Patrick Day was brutally knocked out by Charles Conwell before being taken to hospital in a distressing series of events on the undercard of Oleksandr Usyk’s heavyweight debut.
In the final round of what was a thrilling bout, Conwell landed two huge punches on the chin of Day, sending him crashing to the canvas.
Day had been downed in rounds four and eight, but looked to still be able to defend himself and fight back.
However, in the tenth round, the New York fighter was caught with a crunching left hook, before a straight right hand sent him crashing to the canvas.
As Day’s head collided with the floor, the referee wasted no time in immediately waving the fight off, bringing paramedics into the ring.

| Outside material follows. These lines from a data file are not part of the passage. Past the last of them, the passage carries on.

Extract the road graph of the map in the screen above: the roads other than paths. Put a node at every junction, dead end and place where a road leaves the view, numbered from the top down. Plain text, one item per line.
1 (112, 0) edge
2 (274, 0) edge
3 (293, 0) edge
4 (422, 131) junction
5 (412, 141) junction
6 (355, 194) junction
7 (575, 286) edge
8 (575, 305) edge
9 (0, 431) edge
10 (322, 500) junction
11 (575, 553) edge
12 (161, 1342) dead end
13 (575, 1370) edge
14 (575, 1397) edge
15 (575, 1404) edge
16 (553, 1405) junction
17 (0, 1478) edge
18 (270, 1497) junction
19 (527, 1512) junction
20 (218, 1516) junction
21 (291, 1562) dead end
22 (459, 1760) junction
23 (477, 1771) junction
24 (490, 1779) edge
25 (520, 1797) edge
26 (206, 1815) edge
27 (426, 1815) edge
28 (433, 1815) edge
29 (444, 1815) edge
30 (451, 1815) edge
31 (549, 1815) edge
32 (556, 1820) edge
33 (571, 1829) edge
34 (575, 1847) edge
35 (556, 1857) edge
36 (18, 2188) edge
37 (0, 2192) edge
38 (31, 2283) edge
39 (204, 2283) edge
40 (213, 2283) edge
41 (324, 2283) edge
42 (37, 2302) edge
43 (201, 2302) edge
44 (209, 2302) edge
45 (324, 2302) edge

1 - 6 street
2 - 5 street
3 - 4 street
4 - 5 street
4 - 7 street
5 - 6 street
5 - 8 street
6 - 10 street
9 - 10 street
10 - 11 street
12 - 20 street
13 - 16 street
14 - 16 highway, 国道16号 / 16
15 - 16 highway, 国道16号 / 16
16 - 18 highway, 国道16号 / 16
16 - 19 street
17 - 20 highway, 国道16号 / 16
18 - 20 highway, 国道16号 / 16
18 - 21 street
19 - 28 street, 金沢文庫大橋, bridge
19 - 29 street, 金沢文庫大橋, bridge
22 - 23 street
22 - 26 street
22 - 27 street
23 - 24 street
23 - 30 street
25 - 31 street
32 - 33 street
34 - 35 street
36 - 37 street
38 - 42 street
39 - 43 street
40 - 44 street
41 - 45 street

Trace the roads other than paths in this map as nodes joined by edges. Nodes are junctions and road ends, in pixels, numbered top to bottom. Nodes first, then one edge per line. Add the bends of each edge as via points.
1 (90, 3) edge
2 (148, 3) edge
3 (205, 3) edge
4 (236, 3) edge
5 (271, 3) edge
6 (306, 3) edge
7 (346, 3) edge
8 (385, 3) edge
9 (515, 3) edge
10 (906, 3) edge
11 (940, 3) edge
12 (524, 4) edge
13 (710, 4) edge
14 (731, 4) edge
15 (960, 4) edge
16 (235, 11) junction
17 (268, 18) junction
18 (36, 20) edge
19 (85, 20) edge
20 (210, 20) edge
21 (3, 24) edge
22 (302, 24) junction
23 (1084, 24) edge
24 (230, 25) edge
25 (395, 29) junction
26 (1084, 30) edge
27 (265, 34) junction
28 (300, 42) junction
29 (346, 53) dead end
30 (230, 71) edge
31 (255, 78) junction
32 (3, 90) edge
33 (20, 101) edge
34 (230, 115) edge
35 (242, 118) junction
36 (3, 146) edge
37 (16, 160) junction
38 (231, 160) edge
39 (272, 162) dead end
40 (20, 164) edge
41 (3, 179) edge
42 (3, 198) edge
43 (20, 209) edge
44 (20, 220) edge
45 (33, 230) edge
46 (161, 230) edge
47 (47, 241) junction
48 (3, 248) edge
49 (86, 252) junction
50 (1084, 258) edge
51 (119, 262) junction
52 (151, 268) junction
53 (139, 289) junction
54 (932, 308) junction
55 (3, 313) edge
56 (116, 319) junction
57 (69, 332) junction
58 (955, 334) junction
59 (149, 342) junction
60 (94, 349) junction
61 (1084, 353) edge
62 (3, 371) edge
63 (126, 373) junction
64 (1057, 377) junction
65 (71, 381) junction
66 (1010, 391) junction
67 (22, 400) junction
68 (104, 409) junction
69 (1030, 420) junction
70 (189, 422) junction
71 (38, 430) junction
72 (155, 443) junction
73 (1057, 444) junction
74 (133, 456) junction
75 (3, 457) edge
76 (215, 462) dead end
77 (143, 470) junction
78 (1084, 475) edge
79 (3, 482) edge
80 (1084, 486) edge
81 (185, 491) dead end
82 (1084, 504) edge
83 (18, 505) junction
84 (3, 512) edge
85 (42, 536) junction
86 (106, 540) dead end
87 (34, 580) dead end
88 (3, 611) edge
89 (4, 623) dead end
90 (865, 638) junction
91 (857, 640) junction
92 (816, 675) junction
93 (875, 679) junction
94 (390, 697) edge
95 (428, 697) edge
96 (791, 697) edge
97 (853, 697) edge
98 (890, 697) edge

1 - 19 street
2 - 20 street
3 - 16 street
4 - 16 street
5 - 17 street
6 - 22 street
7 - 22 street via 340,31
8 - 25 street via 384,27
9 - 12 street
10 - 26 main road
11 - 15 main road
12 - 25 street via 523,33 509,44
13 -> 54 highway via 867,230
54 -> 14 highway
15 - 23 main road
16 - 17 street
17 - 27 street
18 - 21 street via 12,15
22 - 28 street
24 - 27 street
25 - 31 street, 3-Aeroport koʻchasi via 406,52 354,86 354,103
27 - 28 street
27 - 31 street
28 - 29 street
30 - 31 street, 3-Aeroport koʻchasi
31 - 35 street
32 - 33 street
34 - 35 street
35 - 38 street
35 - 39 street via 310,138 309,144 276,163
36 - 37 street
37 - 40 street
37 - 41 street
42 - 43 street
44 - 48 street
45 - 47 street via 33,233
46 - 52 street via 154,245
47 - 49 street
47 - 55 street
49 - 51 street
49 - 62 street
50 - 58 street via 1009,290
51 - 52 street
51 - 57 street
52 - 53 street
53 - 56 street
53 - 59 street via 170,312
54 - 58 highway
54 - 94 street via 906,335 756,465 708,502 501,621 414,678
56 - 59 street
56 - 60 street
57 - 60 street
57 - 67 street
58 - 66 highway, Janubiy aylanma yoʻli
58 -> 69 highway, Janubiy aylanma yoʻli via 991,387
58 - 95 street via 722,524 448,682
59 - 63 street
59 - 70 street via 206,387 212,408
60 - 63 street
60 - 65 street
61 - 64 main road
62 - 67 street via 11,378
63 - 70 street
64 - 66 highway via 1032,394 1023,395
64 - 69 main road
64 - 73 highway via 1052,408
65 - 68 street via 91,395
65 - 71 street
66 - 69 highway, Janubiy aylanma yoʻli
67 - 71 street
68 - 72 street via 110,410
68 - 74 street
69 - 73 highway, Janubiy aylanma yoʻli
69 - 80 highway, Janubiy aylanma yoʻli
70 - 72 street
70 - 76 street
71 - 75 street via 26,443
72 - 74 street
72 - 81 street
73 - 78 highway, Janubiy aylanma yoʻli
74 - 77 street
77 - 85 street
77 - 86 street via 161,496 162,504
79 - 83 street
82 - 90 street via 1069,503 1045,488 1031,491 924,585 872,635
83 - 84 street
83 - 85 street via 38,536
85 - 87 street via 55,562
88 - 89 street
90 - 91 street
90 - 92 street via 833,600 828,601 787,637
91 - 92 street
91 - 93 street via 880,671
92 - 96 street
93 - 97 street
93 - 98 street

The Freeport [New York] boxer laid motionless on his back in a distressing scene, as Conwell was visibly upset in the corner.
Despite securing an impressive and dominant victory, 21-year-old Conwell didn’t celebrate, and didn’t look like he was taking his eyes off his beaten opponent.
He was seen being talked to, and barely smiled as the referee raised his arm as MC announcer David Diamante gave a subdued announcement over the knockout.
The first knockout came as a result of a straight right hand out of the blue, with the second coming from a mincing combination, ending in another straight right.
And it was the same punch that ended the fight, just a minute and 20 seconds before the final bell.
DAZN's Claudia Trejos provided an upsetting update on Day's condition during the broadcast, confirming he had suffered a seizure and didn't wake up inside the arena.
"I had a chance to speak to the doctor, he told us Patrick never woke up on his way to the ambulance.
“He started seizing on his way to the ambulance, and he has been taken to hospital.
“Our thoughts and prayers are with Patrick Day and his family.”
The fight took place on the undercard of Oleksandr Usyk’s heavyweight debut against Chazz Witherspoon.
The former unified cruiserweight king is stepping up to the weight for the first time as a professional, having won every belt possible in the lower weight.